Ingrid Bjerkås (8 May 1901 – 30 November 1980) was a Norwegian theologian and the first female minister in the Church of Norway.

==Early life==
She was born in Kristiania as a daughter of Olaf Johansen (1874–1958) and Hilda Charlotte Elise Holmsen (1874–1953). She finished her secondary education in 1920, married Søren Alexius Bjerkås (1895–1965) in 1922 and became a housewife. They lived in Bærum. In 1941, during the occupation of Norway by Nazi Germany, she wrote two letters to Vidkun Quisling, accusing him of treason and demanding his withdrawal from politics. Nazi physician Hans Eng hinted to her being a psychopath. In 1943 she sent a similar letter to Josef Terboven, protesting the crackdown on Norwegian students following the 1943 University of Oslo fire. She was arrested by the Nazis and was incarcerated in Grini concentration camp from 17 December 1943 to 31 January 1944, then at Bærum Hospital until 19 December 1944.

==Priesthood==
After the war she taught at a Sunday school for some years before enrolling at the University of Oslo. She graduated with the cand.theol. in 1958, and took the practical-theological examination in 1960. She was ordained by the Bishop of Hamar, Kristian Schjelderup at Vang Church in March 1961. This act was the cause of strong protests from church members and church officials alike. Immediately after her ordination, six of the nine bishops of the Bishop Collegium refused to accept her into the holy orders and stated that "we find it impossible to reconcile female ministry with the New Testament because of the attitude and direct statements. The Word denies women access to pastoral as well as teaching offices, and justifies this principle as God's creation scheme and the Lord's own will. So, we are bound by the word of God that the principles we are committed to must be followed". The other bishops agreed to the request.

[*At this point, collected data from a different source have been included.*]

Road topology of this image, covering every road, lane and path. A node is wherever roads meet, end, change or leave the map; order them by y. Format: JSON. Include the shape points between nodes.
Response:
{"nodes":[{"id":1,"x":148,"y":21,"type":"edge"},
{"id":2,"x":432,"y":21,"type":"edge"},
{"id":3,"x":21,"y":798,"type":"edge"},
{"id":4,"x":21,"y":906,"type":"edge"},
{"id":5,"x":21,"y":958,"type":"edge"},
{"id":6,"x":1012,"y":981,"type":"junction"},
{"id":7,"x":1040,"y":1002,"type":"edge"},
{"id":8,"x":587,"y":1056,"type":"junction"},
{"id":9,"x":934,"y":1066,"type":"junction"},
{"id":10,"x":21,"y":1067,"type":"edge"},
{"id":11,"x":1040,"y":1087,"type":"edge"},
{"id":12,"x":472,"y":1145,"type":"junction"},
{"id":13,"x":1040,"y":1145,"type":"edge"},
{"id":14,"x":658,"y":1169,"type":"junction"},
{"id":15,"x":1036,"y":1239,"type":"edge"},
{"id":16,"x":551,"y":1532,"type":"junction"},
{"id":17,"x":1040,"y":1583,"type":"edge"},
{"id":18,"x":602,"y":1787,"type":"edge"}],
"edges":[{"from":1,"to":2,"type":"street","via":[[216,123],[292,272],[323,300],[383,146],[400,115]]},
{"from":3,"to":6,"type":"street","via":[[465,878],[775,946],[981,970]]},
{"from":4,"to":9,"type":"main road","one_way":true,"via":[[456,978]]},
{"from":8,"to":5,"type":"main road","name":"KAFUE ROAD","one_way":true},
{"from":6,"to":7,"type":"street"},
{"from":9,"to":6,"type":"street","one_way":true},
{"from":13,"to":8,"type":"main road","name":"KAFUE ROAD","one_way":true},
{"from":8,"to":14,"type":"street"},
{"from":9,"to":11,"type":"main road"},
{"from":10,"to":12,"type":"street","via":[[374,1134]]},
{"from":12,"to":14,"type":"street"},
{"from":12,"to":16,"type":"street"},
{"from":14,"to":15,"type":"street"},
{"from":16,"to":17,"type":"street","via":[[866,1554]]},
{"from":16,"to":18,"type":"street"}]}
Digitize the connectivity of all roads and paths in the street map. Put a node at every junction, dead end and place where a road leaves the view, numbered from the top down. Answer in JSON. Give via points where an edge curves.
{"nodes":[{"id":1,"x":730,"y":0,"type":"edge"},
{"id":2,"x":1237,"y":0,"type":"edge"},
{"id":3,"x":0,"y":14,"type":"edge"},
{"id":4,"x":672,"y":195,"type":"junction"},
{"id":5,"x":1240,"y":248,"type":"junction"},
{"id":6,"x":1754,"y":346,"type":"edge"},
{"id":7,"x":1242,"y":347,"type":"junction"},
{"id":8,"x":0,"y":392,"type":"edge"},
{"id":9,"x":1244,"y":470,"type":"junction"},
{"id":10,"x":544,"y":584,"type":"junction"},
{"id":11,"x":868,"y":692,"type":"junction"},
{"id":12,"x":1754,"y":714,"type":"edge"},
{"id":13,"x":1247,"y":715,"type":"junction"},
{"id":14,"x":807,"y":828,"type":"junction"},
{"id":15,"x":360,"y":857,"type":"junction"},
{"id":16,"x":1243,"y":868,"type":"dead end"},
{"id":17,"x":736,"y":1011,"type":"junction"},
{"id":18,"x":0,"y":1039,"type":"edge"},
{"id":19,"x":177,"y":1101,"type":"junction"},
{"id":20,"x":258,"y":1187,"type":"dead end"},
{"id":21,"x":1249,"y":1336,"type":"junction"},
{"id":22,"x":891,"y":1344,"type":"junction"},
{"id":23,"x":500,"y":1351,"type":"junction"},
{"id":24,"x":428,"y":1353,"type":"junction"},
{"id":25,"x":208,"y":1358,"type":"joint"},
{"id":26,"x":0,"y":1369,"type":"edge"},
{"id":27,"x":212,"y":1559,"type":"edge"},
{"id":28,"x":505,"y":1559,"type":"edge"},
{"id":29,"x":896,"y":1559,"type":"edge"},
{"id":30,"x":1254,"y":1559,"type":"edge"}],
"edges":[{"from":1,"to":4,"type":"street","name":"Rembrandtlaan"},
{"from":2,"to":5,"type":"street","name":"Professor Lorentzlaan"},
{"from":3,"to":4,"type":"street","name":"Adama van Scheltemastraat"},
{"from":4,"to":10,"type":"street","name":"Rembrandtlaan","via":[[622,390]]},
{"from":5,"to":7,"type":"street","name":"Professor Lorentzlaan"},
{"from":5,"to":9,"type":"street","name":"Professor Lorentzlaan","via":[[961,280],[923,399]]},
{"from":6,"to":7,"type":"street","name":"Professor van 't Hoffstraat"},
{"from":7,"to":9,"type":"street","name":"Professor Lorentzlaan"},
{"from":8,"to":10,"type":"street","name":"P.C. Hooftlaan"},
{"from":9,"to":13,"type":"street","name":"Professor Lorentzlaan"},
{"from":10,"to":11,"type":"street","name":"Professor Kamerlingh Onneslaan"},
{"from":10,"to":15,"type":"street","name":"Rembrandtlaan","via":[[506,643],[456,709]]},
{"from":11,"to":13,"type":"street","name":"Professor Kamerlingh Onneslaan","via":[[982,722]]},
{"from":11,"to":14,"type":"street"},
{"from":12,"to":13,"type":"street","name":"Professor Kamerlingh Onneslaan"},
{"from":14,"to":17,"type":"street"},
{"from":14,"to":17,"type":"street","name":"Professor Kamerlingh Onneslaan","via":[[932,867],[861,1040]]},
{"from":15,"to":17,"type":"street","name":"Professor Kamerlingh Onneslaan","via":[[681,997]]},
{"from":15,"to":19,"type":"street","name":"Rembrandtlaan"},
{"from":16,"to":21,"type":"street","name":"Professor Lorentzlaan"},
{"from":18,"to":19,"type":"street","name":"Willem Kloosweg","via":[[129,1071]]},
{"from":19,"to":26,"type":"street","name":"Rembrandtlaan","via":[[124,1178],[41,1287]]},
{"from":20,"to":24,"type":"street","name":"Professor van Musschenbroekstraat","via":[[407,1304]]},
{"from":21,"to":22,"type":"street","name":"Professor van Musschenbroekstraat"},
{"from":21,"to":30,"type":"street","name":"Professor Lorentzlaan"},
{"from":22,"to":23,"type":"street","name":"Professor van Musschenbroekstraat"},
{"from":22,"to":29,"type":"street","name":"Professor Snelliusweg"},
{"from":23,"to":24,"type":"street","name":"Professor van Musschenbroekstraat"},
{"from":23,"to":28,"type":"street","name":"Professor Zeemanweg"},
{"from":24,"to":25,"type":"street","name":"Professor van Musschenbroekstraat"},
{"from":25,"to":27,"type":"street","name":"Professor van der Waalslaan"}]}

Eventually, she was hired as vicar in the Berg og Torsken prestegjeld (covering Berg Municipality and Torsken Municipality). Some still would not accept a female minister. She resigned in June 1965, one month after the death of her husband. She returned to Bærum, and was a priest at Martina Hansen's Hospital from 1966 to 1971. She issued the book Mitt kall ("My Calling") in 1966. She died in November 1980 in Bærum.